What is XIRR? Why does it differ from an absolute return?
- Vinod Choudhary
- Feb 5
- 3 min read
In the world of finance and investments, understanding various metrics is crucial for making informed decisions. Two important metrics are XIRR (Extended Internal Rate of Return) and absolute return. While both are used to evaluate the performance of investments, they differ in their approach and the insights they provide. In this blog, we'll explore what XIRR is, why it differs from absolute return, and why it's important for investors. Let's dive in!
What is XIRR?
Definition:
XIRR stands for Extended Internal Rate of Return. It is a financial metric used to calculate the internal rate of return for a series of cash flows that occur at irregular intervals.
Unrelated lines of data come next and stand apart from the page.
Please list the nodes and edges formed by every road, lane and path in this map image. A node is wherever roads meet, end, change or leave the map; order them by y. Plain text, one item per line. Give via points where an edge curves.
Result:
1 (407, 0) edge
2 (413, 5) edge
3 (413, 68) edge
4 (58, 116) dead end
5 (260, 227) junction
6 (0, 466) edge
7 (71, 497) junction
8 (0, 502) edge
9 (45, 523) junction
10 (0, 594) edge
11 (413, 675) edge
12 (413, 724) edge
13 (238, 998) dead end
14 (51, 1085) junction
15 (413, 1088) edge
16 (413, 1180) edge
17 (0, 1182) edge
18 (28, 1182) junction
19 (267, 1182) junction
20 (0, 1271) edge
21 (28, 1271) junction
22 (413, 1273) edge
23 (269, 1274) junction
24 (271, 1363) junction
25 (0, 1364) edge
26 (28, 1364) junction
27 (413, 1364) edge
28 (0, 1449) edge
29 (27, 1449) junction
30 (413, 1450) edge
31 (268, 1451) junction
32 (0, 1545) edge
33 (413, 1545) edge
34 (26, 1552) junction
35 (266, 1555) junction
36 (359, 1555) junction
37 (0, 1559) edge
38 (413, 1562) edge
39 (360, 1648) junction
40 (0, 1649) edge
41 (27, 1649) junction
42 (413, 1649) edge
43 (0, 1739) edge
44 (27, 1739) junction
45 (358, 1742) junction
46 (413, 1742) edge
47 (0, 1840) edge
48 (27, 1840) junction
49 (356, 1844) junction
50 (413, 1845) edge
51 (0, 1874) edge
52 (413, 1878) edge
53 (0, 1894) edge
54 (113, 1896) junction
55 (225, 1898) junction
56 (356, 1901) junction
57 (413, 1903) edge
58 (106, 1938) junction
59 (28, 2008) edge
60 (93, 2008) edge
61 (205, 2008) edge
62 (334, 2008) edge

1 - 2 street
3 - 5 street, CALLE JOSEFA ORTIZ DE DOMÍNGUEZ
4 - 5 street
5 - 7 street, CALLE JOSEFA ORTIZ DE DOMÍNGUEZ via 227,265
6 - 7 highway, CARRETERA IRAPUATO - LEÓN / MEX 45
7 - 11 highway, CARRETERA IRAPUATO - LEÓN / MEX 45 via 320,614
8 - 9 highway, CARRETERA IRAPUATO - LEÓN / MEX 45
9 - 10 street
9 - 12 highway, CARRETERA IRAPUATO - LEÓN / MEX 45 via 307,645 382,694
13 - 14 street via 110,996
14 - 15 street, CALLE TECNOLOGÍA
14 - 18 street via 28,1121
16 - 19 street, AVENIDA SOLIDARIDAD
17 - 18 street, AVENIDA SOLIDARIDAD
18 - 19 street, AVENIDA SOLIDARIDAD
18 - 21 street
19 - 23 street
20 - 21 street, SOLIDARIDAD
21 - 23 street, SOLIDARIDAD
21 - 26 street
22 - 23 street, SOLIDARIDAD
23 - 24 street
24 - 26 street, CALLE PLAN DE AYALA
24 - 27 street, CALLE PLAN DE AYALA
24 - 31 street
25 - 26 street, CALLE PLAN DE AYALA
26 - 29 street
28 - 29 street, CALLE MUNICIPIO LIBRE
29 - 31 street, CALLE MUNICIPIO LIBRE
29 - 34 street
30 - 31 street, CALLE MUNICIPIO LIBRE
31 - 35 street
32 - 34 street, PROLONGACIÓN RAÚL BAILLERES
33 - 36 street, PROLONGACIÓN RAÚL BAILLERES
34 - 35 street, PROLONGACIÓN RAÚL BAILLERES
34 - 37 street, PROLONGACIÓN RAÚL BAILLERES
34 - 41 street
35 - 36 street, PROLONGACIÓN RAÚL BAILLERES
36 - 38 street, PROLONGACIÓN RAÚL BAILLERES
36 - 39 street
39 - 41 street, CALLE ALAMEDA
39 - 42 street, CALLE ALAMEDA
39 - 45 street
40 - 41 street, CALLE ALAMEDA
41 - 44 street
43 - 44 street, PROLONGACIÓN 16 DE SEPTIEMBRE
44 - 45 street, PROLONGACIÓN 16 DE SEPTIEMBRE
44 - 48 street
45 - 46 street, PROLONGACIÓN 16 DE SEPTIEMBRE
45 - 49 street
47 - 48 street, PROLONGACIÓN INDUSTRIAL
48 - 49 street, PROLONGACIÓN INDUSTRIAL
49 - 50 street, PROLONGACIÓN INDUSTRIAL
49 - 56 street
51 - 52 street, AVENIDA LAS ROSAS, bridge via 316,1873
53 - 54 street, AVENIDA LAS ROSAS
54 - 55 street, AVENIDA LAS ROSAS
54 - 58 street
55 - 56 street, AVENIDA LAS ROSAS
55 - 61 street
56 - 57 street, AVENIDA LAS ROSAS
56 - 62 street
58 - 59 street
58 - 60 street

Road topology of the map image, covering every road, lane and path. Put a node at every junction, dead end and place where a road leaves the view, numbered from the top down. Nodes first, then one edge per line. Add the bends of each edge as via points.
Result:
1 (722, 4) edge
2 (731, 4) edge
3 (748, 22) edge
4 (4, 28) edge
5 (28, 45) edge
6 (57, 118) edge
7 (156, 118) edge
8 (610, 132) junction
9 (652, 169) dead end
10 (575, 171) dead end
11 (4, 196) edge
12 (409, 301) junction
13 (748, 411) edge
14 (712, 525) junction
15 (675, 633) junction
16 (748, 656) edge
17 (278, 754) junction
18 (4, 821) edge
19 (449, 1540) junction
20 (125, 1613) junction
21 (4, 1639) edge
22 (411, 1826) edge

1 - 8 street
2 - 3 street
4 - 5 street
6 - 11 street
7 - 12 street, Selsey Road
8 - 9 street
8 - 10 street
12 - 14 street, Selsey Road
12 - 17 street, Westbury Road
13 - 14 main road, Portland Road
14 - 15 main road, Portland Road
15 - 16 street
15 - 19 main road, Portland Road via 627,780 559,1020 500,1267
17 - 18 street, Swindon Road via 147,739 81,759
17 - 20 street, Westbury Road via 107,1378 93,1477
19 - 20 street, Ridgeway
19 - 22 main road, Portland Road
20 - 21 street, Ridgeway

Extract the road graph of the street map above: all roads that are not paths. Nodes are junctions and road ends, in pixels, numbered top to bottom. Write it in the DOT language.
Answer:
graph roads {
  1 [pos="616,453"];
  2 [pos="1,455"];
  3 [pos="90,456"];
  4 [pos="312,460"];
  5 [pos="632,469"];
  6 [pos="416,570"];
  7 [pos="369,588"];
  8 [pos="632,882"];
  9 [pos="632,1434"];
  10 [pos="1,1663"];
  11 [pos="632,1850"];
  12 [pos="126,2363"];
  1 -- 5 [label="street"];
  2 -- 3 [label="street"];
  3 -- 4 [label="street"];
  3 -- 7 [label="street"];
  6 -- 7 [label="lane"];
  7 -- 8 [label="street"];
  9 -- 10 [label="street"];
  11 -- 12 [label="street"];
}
Unlike the traditional IRR, which assumes periodic cash flows, XIRR can handle cash flows that occur at any point in time.
Calculation:
XIRR is calculated using an iterative process to find the discount rate that sets the net present value (NPV) of all cash flows (both inflows and outflows) to zero.
The formula for XIRR is complex and typically solved using financial software or calculators.
Importance:
Accurate Performance Measurement: XIRR provides a more accurate measure of an investment's performance, especially when cash flows are irregular.
Comparability: It allows investors to compare the performance of investments with different cash flow timings on a level playing field.
Why Does XIRR Differ from Absolute Return?
Absolute Return:
Definition: Absolute return is the total return of an investment over a specific period, expressed as a percentage of the initial investment.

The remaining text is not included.